Content starts

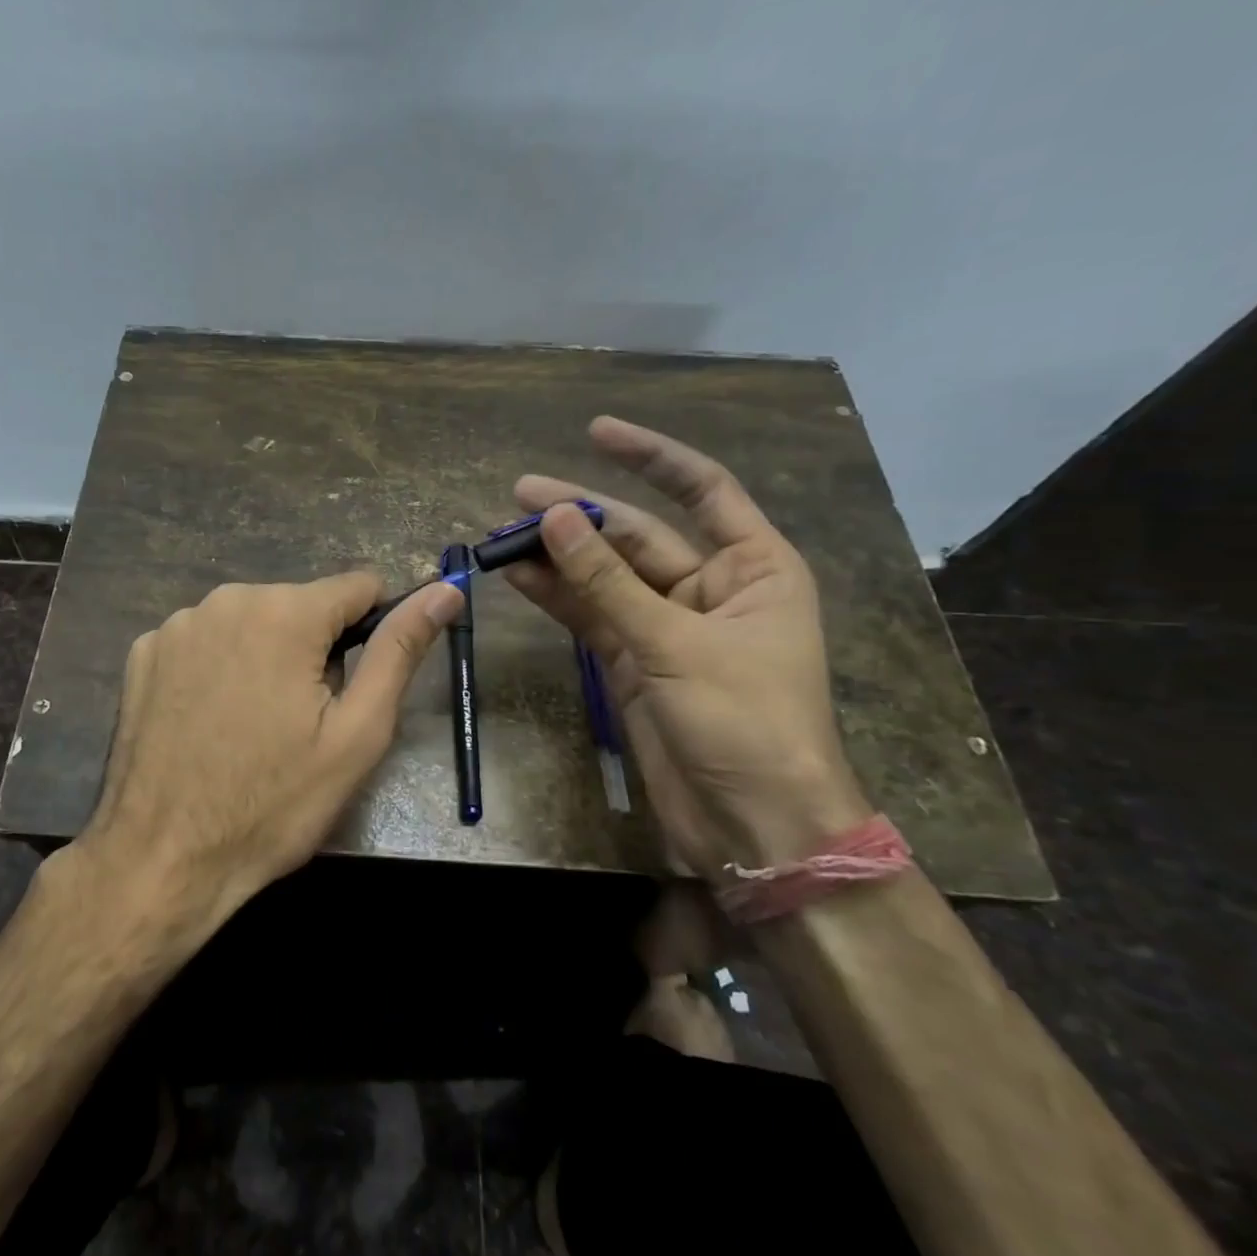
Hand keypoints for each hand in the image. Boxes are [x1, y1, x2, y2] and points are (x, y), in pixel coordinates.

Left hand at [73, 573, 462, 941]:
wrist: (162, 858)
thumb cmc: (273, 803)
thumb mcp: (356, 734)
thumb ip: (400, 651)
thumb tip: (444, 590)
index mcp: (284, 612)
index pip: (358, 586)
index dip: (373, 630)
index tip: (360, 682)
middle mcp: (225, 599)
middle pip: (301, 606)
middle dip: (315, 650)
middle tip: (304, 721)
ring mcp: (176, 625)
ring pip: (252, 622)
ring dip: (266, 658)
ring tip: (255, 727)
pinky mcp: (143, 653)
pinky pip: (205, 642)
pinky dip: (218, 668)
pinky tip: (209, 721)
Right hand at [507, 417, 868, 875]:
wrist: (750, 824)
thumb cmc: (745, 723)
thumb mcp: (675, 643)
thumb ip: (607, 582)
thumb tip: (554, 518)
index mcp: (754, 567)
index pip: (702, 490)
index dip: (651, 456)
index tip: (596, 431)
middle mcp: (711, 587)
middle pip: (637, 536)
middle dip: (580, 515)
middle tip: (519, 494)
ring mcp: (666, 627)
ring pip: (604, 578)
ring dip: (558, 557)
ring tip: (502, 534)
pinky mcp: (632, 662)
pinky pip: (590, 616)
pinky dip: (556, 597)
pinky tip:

Content ends

* Problem: Pull each line holding "ring" out of the listing.

* Solution to this problem:
ring mcp: (176, 625)
ring pip: (252, 622)
ring dip: (266, 658)
ring tip: (255, 727)
ring mcp: (666, 627)
ring pip: (604, 578)
ring dip: (558, 557)
ring tip: (502, 534)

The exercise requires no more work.